Sedang ahli waris ialah sekumpulan orang atau seorang atau individu atau
kerabat-kerabat atau keluarga yang ada hubungan keluarga dengan si meninggal
dunia dan berhak mewarisi atau menerima harta peninggalan orang yang ditinggal
mati oleh seseorang ( pewaris ).
Dalam pengertian umum, anak pungut atau anak angkat biasanya
didefinisikan sebagai anak yang dipungut atau diangkat secara resmi oleh orang
lain dan disamakan dengan anak kandungnya sendiri baik dalam hak maupun
kewajiban. Selanjutnya untuk mengetahui berapa bagian waris bagi anak angkat
dan orang tua angkat. Selanjutnya akan dibahas dalam makalah ini.
1.
Pengertian Anak Angkat dan Orang Tua Angkat
Anak angkat disebut juga anak pungut adalah anak
yang dipungut atau diangkat secara resmi oleh orang lain dan disamakan dengan
anak kandungnya sendiri baik dalam hak maupun kewajiban, implikasinya,
pewarisan dan perwalian juga termasuk dalam hubungan pengangkatan itu.[1]

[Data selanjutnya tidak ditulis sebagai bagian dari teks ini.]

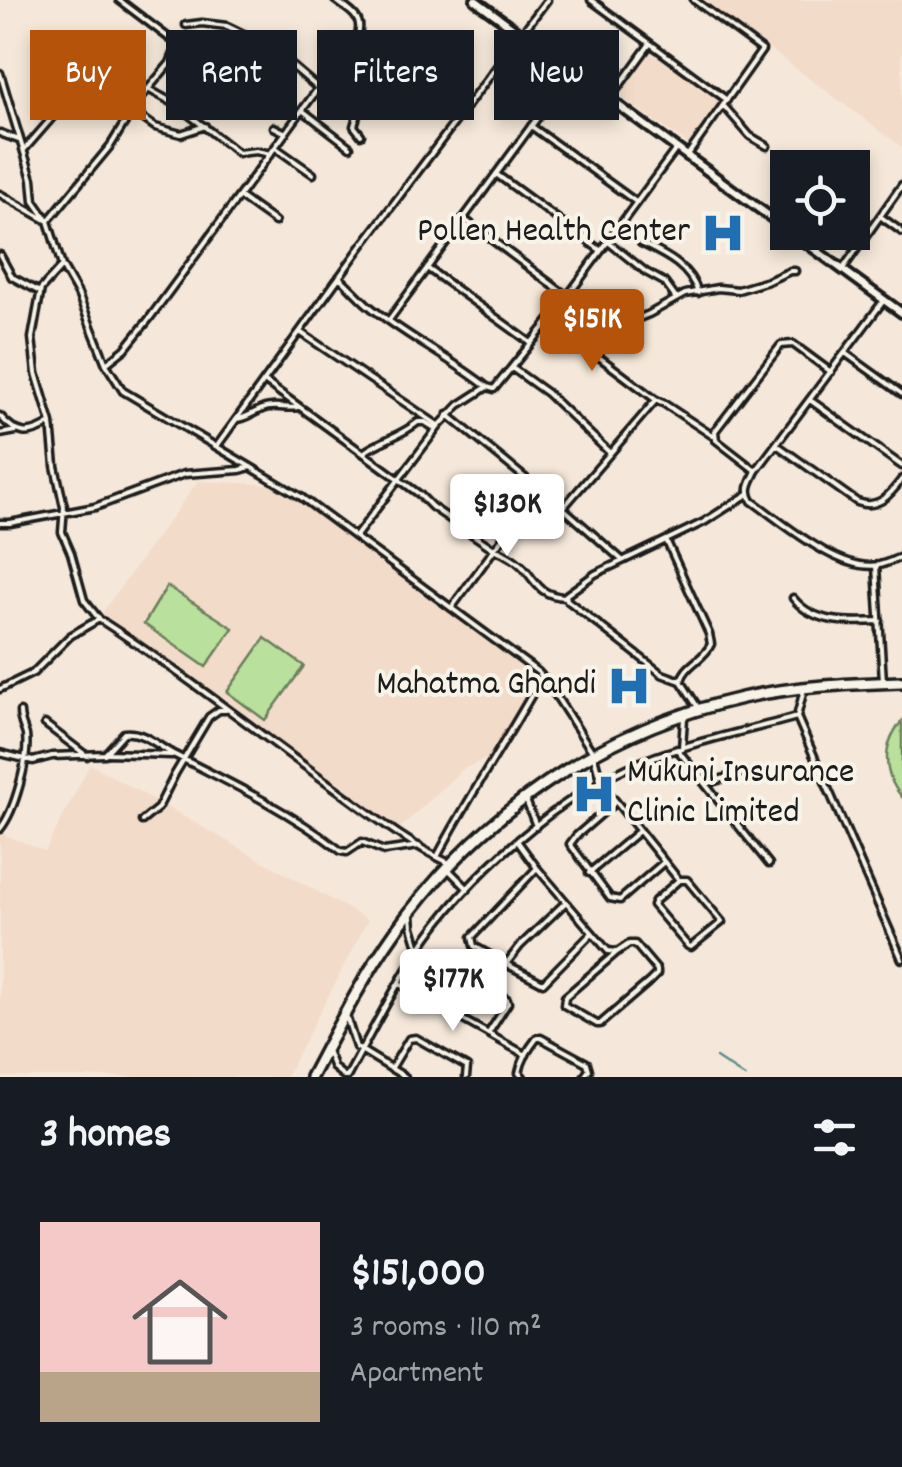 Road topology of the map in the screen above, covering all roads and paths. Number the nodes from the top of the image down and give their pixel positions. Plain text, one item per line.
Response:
1 (119, 0) edge
2 (336, 0) edge
3 (475, 0) edge
4 (547, 0) edge
5 (590, 0) edge
6 (694, 0) edge
7 (186, 26) dead end
8 (359, 30) edge
9 (518, 30) edge
10 (524, 30) edge
11 (649, 44) junction
12 (494, 70) edge
13 (0, 73) edge
14 (317, 87) edge
15 (619, 87) edge
16 (148, 89) junction
17 (317, 89) edge
18 (146, 92) edge
19 (725, 103) junction
20 (619, 107) edge
21 (302, 110) junction
22 (50, 120) edge
23 (127, 120) edge
24 (146, 120) edge
25 (356, 120) edge
26 (536, 120) edge
27 (205, 126) junction
28 (532, 126) junction
29 (274, 127) dead end
30 (0, 132) edge
31 (286, 133) junction
32 (361, 135) dead end
33 (22, 141) junction
34 (766, 146) dead end
35 (350, 147) dead end
36 (276, 148) junction
37 (676, 149) junction
38 (24, 150) junction
39 (271, 154) junction
40 (687, 156) junction
41 (313, 174) dead end
42 (496, 174) junction
43 (902, 185) edge
44 (0, 194) edge
45 (240, 197) junction
46 (636, 202) junction
47 (880, 216) junction
48 (770, 217) edge
49 (464, 218) junction
50 (48, 221) junction
51 (275, 222) dead end
52 (902, 232) edge
53 (607, 241) junction
54 (641, 243) dead end
55 (600, 250) junction
56 (815, 250) edge
57 (0, 255) edge
58 (62, 266) junction
59 (427, 268) junction
60 (842, 270) junction
61 (796, 272) dead end
62 (339, 277) junction
63 (40, 292) junction
64 (698, 293) junction
65 (567, 296) junction
66 (676, 298) junction
67 (884, 300) junction
68 (902, 313) edge
69 (389, 320) junction
70 (550, 320) junction
71 (299, 332) junction
72 (578, 342) junction
73 (531, 343) junction
74 (845, 353) junction
75 (106, 364) junction
76 (512, 368) junction
77 (830, 372) junction
78 (264, 381) junction
79 (487, 388) junction
80 (902, 394) edge
81 (656, 400) junction
82 (810, 400) junction
83 (301, 407) junction
84 (448, 415) junction
85 (0, 416) edge
86 (237, 419) junction
87 (51, 424) junction
88 (438, 426) junction
89 (16, 431) junction
90 (0, 434) edge
91 (714, 436) junction
92 (776, 445) junction
93 (217, 446) junction
94 (363, 452) junction
95 (610, 454) junction
96 (902, 466) edge
97 (251, 467) junction
98 (756, 471) junction
99 (902, 479) edge
100 (399, 480) junction
101 (536, 488) junction
102 (543, 493) junction
103 (748, 494) junction
104 (532, 498) junction
105 (564, 508) junction
106 (64, 513) junction
107 (0, 523) edge
108 (356, 536) junction
109 (666, 541) junction
110 (494, 549) junction
111 (902, 556) edge
112 (622, 560) junction
113 (876, 566) junction
114 (565, 597) junction
115 (793, 598) dead end
116 (452, 606) junction
117 (99, 619) junction
118 (880, 621) junction
119 (681, 681) junction
120 (883, 682) junction
121 (902, 682) edge
122 (804, 689) junction
123 (1, 691) edge
124 (532, 696) dead end
125 (699, 709) junction
126 (226, 710) junction
127 (20, 712) dead end
128 (685, 714) junction
129 (797, 717) junction
130 (45, 724) dead end
131 (680, 748) junction
132 (0, 753) edge
133 (107, 753) junction
134 (593, 753) junction
135 (87, 756) junction
136 (177, 756) junction
137 (23, 760) junction
138 (184, 760) junction
139 (744, 772) dead end
140 (601, 783) junction
141 (705, 784) junction
142 (525, 798) junction
143 (615, 803) junction
144 (142, 821) dead end
145 (536, 826) junction
146 (0, 830) edge
147 (639, 832) junction
148 (518, 842) junction
149 (419, 846) junction
150 (437, 857) junction
151 (664, 862) junction
152 (770, 864) dead end
153 (450, 866) junction
154 (537, 868) junction
155 (590, 873) junction
156 (678, 880) junction
157 (468, 889) junction
158 (566, 902) junction
159 (412, 910) junction
160 (592, 933) junction
161 (419, 950) junction
162 (617, 952) junction
163 (902, 959) edge
164 (506, 964) junction
165 (398, 984) junction
166 (428, 1001) junction
167 (346, 1014) junction
168 (488, 1034) junction
169 (326, 1049) junction
170 (361, 1051) junction
171 (526, 1055) junction
172 (391, 1069) junction
173 (311, 1077) edge
174 (346, 1077) edge
175 (405, 1077) edge
176 (466, 1077) edge
177 (522, 1077) edge
178 (584, 1077) edge

1 - 16 street
2 - 8 street
3 - 9 street
4 - 10 street
5 - 11 street
6 - 19 street
7 - 14 street
11 - 15 street
11 - 19 street
12 - 62 street
13 - 33 street
16 - 18 street
16 - 27 street
17 - 21 street
19 - 34 street
19 - 40 street
20 - 37 street
21 - 31 street
21 - 35 street
22 - 38 street
23 - 50 street
24 - 27 street
25 - 32 street
26 - 28 street
27 - 39 street
28 - 42 street
28 - 46 street
29 - 31 street
30 - 33 street
31 - 36 street
33 - 38 street
36 - 39 street
36 - 41 street
37 - 40 street
37 - 46 street
38 - 50 street
39 - 45 street
40 - 48 street
42 - 49 street
42 - 55 street
43 - 47 street
44 - 50 street
45 - 51 street
45 - 75 street
46 - 53 street
47 - 52 street
47 - 60 street
49 - 59 street
49 - 65 street
50 - 58 street
53 - 55 street
53 - 66 street
54 - 64 street
55 - 65 street
56 - 60 street
57 - 63 street
58 - 63 street
58 - 75 street
59 - 69 street
59 - 73 street
60 - 67 street
61 - 64 street
62 - 69 street
62 - 71 street
63 - 87 street
64 - 66 street
65 - 70 street
66 - 72 street
67 - 68 street
67 - 74 street
69 - 79 street
70 - 72 street
70 - 73 street
71 - 78 street
71 - 88 street
72 - 81 street
73 - 76 street
74 - 77 street
74 - 80 street
75 - 93 street
76 - 79 street
76 - 95 street
77 - 82 street
77 - 91 street
78 - 83 street
78 - 86 street
79 - 84 street
81 - 91 street
81 - 95 street
82 - 92 street
82 - 96 street
83 - 86 street
83 - 94 street
84 - 88 street
84 - 101 street
85 - 89 street
86 - 93 street
87 - 89 street
87 - 106 street
88 - 94 street
88 - 100 street
89 - 90 street
91 - 98 street
92 - 98 street
92 - 99 street
93 - 97 street
94 - 100 street
95 - 105 street
97 - 106 street
97 - 108 street
98 - 103 street
100 - 108 street
100 - 110 street
101 - 102 street
101 - 104 street
102 - 104 street
102 - 105 street
103 - 109 street
103 - 113 street
104 - 110 street
105 - 112 street
106 - 107 street
106 - 117 street
108 - 116 street
109 - 112 street
109 - 119 street
110 - 114 street
110 - 116 street
111 - 113 street
112 - 114 street
113 - 118 street
114 - 119 street
115 - 118 street
116 - 134 street
117 - 123 street
117 - 126 street
118 - 120 street
119 - 125 street
120 - 121 highway
120 - 122 highway
122 - 125 highway
122 - 129 street
124 - 150 street
125 - 128 highway
126 - 138 street
126 - 149 street
127 - 137 street
128 - 131 street
128 - 134 highway
129 - 131 street
129 - 163 street
130 - 135 street
131 - 140 street
131 - 141 street
132 - 137 street
133 - 135 street
133 - 136 street
133 - 136 street
134 - 140 street
134 - 142 highway
135 - 137 street
136 - 138 street
137 - 146 street
138 - 144 street
138 - 149 street
139 - 141 street
140 - 143 street
140 - 145 street
141 - 152 street
142 - 145 street
142 - 153 highway
143 - 147 street
143 - 155 street
145 - 148 street
147 - 151 street
147 - 155 street
148 - 154 street
148 - 157 street
149 - 150 street
150 - 153 street
151 - 155 street
151 - 156 street
153 - 157 street
153 - 159 highway
154 - 158 street
154 - 164 street
156 - 156 street
157 - 161 street
158 - 160 street
158 - 164 street
159 - 161 street
159 - 167 highway
160 - 162 street
160 - 164 street
161 - 165 street
162 - 162 street
165 - 166 street
165 - 170 street
166 - 168 street
166 - 168 street
167 - 169 highway
167 - 170 street
168 - 171 street
169 - 173 highway
169 - 174 street
170 - 172 street
170 - 174 street
171 - 177 street
171 - 178 street
172 - 175 street
172 - 176 street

Sedangkan orang tua angkat adalah seseorang (
suami-istri ) yang mengangkat seorang anak secara resmi dan memperlakukan
sebagaimana anaknya sendiri.
Sementara itu, tujuan pemungutan atau pengangkatan
anak bermacam-macam. Bagi pihak yang mengangkat, anak itu dijadikan penerusnya,
jika ia tidak dikaruniai keturunan atau demi menolong sang anak yang
diangkatnya jika sang anak tersebut dalam posisi yang kurang atau tidak
menguntungkan. Kesimpulannya, tujuan pengangkatan anak adalah positif dan tidak
bertentangan dengan prinsip ajaran Islam.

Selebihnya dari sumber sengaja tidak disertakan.